In un’epoca in cui la famiglia mostra crepe sempre più profonde, l’autrice accompagna il lettore attraverso ogni fase della crisi coniugale: i segnali silenziosi del distacco, il momento in cui le strade si dividono, la scelta coraggiosa di mettere i figli al primo posto anche quando il dolore è grande. Inoltre, propone l’avvocato unico come strumento di civiltà, esplorando anche possibilità per la riconciliazione, mentre mostra quando il divorzio, gestito con intelligenza, può diventare persino una risorsa per i figli.
Con linguaggio diretto e grande sensibilità, Laura Mezzena delinea un modello di “separazione educata”, all’insegna di un minor conflitto, con conseguenti inferiori sprechi emotivi ed economici, garantendo più responsabilità genitoriale condivisa. Il leitmotiv è il seguente: separarsi non significa smettere di essere una famiglia!
Si tratta di un libro necessario per chi affronta una delle esperienze più difficili emotivamente, ovvero la separazione, e vuole farlo senza distruggere ciò che conta davvero, all’insegna della sostenibilità, per aprirsi ad una nuova vita senza rimorsi e con maggiori possibilità di felicità per sé e chi si ama.
L’AUTORE
Laura Mezzena esercita la professione forense dal 2006, iscritta all’albo degli avvocati di Milano dopo la laurea con lode e un master in professioni legali all’Università Statale.

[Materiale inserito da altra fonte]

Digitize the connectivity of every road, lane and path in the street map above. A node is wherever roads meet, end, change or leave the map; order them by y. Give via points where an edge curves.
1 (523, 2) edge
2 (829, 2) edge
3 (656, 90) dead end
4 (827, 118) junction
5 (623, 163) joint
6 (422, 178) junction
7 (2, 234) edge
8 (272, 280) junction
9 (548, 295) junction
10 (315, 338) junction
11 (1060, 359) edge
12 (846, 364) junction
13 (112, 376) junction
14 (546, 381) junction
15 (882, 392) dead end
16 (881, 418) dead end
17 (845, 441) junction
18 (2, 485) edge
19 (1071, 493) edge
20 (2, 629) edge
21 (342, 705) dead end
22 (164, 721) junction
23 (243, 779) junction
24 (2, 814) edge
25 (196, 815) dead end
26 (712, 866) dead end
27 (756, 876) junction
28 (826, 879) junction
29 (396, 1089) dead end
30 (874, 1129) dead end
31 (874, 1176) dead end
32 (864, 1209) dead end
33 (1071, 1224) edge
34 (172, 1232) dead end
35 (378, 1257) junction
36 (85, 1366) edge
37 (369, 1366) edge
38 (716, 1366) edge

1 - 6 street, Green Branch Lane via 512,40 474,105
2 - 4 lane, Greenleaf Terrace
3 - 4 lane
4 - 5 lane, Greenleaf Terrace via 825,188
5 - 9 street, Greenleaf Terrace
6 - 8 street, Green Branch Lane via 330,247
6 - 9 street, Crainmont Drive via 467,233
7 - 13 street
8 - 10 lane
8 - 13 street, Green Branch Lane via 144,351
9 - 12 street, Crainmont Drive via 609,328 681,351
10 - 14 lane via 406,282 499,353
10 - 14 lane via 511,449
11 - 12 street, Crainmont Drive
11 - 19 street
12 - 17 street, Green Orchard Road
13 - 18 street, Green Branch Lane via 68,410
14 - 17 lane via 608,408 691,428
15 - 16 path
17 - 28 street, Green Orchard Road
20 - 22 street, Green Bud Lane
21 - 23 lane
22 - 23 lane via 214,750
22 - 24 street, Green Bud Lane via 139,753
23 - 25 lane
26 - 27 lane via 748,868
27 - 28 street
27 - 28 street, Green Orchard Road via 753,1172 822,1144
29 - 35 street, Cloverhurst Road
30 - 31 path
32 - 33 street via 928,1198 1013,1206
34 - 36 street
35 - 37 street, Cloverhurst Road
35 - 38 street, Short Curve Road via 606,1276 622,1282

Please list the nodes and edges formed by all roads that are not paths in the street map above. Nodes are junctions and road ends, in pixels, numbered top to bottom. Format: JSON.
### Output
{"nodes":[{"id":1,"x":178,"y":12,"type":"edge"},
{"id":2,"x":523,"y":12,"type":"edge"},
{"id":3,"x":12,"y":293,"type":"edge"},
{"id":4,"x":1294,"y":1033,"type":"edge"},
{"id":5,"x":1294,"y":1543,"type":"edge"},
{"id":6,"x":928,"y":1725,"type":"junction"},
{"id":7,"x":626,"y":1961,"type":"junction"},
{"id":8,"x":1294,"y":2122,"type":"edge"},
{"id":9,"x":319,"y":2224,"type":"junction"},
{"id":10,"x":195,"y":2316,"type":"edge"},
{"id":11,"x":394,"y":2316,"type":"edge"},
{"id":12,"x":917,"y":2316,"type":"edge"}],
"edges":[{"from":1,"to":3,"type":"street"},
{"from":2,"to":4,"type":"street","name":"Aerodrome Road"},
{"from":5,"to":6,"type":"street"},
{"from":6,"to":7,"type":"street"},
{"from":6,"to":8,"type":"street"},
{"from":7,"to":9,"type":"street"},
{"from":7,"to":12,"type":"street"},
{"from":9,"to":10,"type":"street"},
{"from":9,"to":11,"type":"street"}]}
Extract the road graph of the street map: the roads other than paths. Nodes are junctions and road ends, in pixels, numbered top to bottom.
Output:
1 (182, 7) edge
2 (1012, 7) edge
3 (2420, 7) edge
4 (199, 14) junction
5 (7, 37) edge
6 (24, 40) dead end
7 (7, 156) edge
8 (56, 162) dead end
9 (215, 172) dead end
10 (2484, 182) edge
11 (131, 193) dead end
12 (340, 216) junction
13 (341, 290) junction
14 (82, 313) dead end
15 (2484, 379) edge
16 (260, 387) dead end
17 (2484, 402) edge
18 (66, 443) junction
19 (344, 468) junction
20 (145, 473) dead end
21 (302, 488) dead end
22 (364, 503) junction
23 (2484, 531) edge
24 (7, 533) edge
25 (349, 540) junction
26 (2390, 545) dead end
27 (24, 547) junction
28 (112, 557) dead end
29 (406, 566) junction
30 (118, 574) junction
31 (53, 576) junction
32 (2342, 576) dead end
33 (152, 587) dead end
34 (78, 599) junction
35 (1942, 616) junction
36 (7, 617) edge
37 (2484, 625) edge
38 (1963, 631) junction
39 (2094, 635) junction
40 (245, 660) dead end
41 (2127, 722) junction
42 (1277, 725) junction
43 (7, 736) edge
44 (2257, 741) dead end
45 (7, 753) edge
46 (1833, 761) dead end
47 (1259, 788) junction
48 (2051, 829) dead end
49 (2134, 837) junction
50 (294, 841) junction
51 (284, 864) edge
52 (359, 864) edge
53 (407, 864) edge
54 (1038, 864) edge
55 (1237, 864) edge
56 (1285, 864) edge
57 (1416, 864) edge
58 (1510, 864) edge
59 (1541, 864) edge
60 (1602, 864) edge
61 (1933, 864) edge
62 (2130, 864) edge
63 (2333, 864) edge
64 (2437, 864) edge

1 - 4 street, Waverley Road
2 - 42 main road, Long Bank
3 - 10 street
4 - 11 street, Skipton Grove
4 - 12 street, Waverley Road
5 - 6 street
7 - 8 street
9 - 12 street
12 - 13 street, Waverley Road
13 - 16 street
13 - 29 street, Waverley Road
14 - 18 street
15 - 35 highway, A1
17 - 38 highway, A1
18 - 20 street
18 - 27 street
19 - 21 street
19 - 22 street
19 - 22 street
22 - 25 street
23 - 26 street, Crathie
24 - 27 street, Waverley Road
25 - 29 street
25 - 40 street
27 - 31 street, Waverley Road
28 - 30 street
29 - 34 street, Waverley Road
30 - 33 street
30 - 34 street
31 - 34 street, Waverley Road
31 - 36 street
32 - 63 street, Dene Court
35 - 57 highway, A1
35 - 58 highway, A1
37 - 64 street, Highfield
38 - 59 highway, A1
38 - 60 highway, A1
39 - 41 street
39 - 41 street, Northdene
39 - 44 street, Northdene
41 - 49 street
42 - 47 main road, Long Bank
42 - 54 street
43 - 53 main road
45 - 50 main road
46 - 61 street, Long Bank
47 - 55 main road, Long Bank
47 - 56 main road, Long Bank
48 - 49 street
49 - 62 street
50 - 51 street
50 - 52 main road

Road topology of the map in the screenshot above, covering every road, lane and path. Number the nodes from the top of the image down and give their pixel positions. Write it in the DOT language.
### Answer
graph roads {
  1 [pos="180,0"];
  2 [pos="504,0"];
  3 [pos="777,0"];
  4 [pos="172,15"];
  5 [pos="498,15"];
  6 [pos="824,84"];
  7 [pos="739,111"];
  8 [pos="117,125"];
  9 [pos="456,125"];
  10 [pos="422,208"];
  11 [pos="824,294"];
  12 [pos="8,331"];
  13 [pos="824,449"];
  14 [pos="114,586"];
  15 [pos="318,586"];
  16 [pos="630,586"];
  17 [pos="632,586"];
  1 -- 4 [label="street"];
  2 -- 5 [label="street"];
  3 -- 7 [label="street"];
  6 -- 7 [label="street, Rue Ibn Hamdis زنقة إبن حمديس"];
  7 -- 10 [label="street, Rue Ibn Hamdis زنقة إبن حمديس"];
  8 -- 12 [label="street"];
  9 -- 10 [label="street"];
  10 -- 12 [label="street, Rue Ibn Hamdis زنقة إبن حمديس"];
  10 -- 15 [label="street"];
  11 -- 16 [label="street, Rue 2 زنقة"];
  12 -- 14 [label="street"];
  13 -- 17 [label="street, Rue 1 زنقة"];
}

Da anni guida lo Studio Legale Mezzena, fondato dal padre Giacomo nel 1965: una realtà solida, radicata nella storia del diritto di famiglia milanese, costruita su decenni di ascolto, rigore tecnico e riservatezza, con un’assistenza capillare su tutto il territorio nazionale.
Nel corso di vent’anni di lavoro quotidiano a fianco di famiglie in crisi – coppie che si separano, genitori che litigano, figli che subiscono in silenzio – ha imparato che la legge da sola non è mai sufficiente. Servono lucidità, empatia e la capacità di tenere sempre al centro ciò che conta davvero. Da questa convinzione, maturata caso dopo caso nell’arco di una carriera intera, nasce questo libro: scritto non per i colleghi, ma per le persone che si trovano dentro quella storia.